[Start of Attachment]

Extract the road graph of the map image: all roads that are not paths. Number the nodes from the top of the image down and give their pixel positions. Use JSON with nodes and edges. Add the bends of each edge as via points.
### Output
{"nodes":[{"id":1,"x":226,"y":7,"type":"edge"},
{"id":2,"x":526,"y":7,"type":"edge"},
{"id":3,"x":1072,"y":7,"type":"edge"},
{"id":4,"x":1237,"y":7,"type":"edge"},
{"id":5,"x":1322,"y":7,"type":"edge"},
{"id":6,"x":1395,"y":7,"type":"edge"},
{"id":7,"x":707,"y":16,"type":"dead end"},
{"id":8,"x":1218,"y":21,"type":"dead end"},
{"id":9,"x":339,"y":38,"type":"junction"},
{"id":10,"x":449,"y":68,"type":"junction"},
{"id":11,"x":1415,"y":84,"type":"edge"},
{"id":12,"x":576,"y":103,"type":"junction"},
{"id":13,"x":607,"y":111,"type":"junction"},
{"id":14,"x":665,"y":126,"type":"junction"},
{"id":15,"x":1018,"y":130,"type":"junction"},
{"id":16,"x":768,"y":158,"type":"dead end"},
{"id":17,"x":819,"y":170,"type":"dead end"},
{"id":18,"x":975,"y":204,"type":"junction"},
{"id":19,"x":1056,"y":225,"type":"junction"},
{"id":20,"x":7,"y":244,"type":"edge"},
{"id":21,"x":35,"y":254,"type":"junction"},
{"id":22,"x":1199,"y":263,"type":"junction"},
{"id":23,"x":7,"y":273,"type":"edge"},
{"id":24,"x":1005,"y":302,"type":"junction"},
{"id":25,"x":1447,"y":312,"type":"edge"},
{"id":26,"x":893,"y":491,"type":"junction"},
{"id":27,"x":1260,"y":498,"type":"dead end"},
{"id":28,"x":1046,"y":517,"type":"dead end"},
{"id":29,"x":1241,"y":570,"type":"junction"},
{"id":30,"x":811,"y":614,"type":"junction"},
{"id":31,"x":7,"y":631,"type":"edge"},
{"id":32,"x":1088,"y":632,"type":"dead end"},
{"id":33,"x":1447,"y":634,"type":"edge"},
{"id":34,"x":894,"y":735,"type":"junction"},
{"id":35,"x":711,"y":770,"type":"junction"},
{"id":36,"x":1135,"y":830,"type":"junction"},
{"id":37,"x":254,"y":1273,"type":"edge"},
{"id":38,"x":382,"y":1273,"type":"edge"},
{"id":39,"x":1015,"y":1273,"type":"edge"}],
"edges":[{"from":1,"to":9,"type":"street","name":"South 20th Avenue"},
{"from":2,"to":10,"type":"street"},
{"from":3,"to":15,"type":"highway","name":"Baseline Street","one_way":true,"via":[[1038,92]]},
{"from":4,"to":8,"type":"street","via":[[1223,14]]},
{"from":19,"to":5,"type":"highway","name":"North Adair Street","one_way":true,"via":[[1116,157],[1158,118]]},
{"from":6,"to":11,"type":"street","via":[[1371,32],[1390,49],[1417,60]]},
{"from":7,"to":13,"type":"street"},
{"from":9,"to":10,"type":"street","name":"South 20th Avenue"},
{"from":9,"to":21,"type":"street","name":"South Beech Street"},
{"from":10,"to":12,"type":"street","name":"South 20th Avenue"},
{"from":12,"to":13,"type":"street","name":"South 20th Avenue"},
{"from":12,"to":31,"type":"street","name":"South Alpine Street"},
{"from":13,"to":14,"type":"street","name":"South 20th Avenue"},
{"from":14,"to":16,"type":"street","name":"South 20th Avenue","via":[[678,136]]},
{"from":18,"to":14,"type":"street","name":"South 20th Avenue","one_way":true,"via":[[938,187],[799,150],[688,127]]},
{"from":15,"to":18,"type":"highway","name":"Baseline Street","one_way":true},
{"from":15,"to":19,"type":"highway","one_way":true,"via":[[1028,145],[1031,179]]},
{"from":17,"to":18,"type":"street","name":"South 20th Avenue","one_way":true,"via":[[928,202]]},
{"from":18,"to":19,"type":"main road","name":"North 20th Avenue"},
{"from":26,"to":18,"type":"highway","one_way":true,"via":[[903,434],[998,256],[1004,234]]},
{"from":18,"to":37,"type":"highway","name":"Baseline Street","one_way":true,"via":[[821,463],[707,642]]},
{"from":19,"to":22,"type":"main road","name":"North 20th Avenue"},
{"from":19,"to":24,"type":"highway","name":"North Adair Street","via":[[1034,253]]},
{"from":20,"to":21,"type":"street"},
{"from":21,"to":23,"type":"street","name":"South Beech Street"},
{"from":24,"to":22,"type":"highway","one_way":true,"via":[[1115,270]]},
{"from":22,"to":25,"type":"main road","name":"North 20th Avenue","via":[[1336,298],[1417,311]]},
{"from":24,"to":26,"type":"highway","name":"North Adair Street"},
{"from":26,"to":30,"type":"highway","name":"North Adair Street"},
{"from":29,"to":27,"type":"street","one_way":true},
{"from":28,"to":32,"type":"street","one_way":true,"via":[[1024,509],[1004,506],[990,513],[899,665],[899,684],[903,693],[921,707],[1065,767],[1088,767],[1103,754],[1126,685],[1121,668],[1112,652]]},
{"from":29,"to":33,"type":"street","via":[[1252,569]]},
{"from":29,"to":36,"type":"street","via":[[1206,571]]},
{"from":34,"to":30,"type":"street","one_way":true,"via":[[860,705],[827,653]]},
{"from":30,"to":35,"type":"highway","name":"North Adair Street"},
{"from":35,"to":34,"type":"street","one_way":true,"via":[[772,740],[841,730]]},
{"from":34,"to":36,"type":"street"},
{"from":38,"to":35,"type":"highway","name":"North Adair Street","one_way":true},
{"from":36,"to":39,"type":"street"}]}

[End of Attachment]

Exercise objective:
Transcribe the data above so that every line matches exactly.

Expected answer:
Extract the road graph of the map image: all roads that are not paths. Number the nodes from the top of the image down and give their pixel positions. Use JSON with nodes and edges. Add the bends of each edge as via points.
### Output
{"nodes":[{"id":1,"x":226,"y":7,"type":"edge"},
{"id":2,"x":526,"y":7,"type":"edge"},
{"id":3,"x":1072,"y":7,"type":"edge"},
{"id":4,"x":1237,"y":7,"type":"edge"},
{"id":5,"x":1322,"y":7,"type":"edge"},
{"id":6,"x":1395,"y":7,"type":"edge"},
{"id":7,"x":707,"y":16,"type":"dead end"},
{"id":8,"x":1218,"y":21,"type":"dead end"},
{"id":9,"x":339,"y":38,"type":"junction"},
{"id":10,"x":449,"y":68,"type":"junction"},
{"id":11,"x":1415,"y":84,"type":"edge"},
{"id":12,"x":576,"y":103,"type":"junction"},
{"id":13,"x":607,"y":111,"type":"junction"},
{"id":14,"x":665,"y":126,"type":"junction"},
{"id":15,"x":1018,"y":130,"type":"junction"},
{"id":16,"x":768,"y":158,"type":"dead end"},
{"id":17,"x":819,"y":170,"type":"dead end"},
{"id":18,"x":975,"y":204,"type":"junction"},
{"id":19,"x":1056,"y":225,"type":"junction"},
{"id":20,"x":7,"y":244,"type":"edge"},
{"id":21,"x":35,"y":254,"type":"junction"},
{"id":22,"x":1199,"y":263,"type":"junction"},
{"id":23,"x":7,"y":273,"type":"edge"},
{"id":24,"x":1005,"y":302,"type":"junction"},
{"id":25,"x":1447,"y":312,"type":"edge"},
{"id":26,"x":893,"y":491,"type":"junction"},
{"id":27,"x":1260,"y":498,"type":"dead end"},
{"id":28,"x":1046,"y":517,"type":"dead end"},
{"id":29,"x":1241,"y":570,"type":"junction"},
{"id":30,"x":811,"y":614,"type":"junction"},
{"id":31,"x":7,"y":631,"type":"edge"},
{"id":32,"x":1088,"y":632,"type":"dead end"},
{"id":33,"x":1447,"y":634,"type":"edge"},
{"id":34,"x":894,"y":735,"type":"junction"},
{"id":35,"x":711,"y":770,"type":"junction"},
{"id":36,"x":1135,"y":830,"type":"junction"},
{"id":37,"x":254,"y":1273,"type":"edge"},
{"id":38,"x":382,"y":1273,"type":"edge"},
{"id":39,"x":1015,"y":1273,"type":"edge"}],
"edges":[{"from":1,"to":9,"type":"street","name":"South 20th Avenue"},
{"from":2,"to":10,"type":"street"},
{"from":3,"to":15,"type":"highway","name":"Baseline Street","one_way":true,"via":[[1038,92]]},
{"from":4,"to":8,"type":"street","via":[[1223,14]]},
{"from":19,"to":5,"type":"highway","name":"North Adair Street","one_way":true,"via":[[1116,157],[1158,118]]},
{"from":6,"to":11,"type":"street","via":[[1371,32],[1390,49],[1417,60]]},
{"from":7,"to":13,"type":"street"},
{"from":9,"to":10,"type":"street","name":"South 20th Avenue"},
{"from":9,"to":21,"type":"street","name":"South Beech Street"},
{"from":10,"to":12,"type":"street","name":"South 20th Avenue"},
{"from":12,"to":13,"type":"street","name":"South 20th Avenue"},
{"from":12,"to":31,"type":"street","name":"South Alpine Street"},
{"from":13,"to":14,"type":"street","name":"South 20th Avenue"},
{"from":14,"to":16,"type":"street","name":"South 20th Avenue","via":[[678,136]]},
{"from":18,"to":14,"type":"street","name":"South 20th Avenue","one_way":true,"via":[[938,187],[799,150],[688,127]]},
{"from":15,"to":18,"type":"highway","name":"Baseline Street","one_way":true},
{"from":15,"to":19,"type":"highway","one_way":true,"via":[[1028,145],[1031,179]]},
{"from":17,"to":18,"type":"street","name":"South 20th Avenue","one_way":true,"via":[[928,202]]},
{"from":18,"to":19,"type":"main road","name":"North 20th Avenue"},
{"from":26,"to":18,"type":"highway","one_way":true,"via":[[903,434],[998,256],[1004,234]]},
{"from":18,"to":37,"type":"highway","name":"Baseline Street","one_way":true,"via":[[821,463],[707,642]]},
{"from":19,"to":22,"type":"main road","name":"North 20th Avenue"},
{"from":19,"to":24,"type":"highway","name":"North Adair Street","via":[[1034,253]]},
{"from":20,"to":21,"type":"street"},
{"from":21,"to":23,"type":"street","name":"South Beech Street"},
{"from":24,"to":22,"type":"highway","one_way":true,"via":[[1115,270]]},
{"from":22,"to":25,"type":"main road","name":"North 20th Avenue","via":[[1336,298],[1417,311]]},
{"from":24,"to":26,"type":"highway","name":"North Adair Street"},
{"from":26,"to":30,"type":"highway","name":"North Adair Street"},
{"from":29,"to":27,"type":"street","one_way":true},
{"from":28,"to":32,"type":"street","one_way":true,"via":[[1024,509],[1004,506],[990,513],[899,665],[899,684],[903,693],[921,707],[1065,767],[1088,767],[1103,754],[1126,685],[1121,668],[1112,652]]},
{"from":29,"to":33,"type":"street","via":[[1252,569]]},
{"from":29,"to":36,"type":"street","via":[[1206,571]]},
{"from":34,"to":30,"type":"street","one_way":true,"via":[[860,705],[827,653]]},
{"from":30,"to":35,"type":"highway","name":"North Adair Street"},
{"from":35,"to":34,"type":"street","one_way":true,"via":[[772,740],[841,730]]},
{"from":34,"to":36,"type":"street"},
{"from":38,"to":35,"type":"highway","name":"North Adair Street","one_way":true},
{"from":36,"to":39,"type":"street"}]}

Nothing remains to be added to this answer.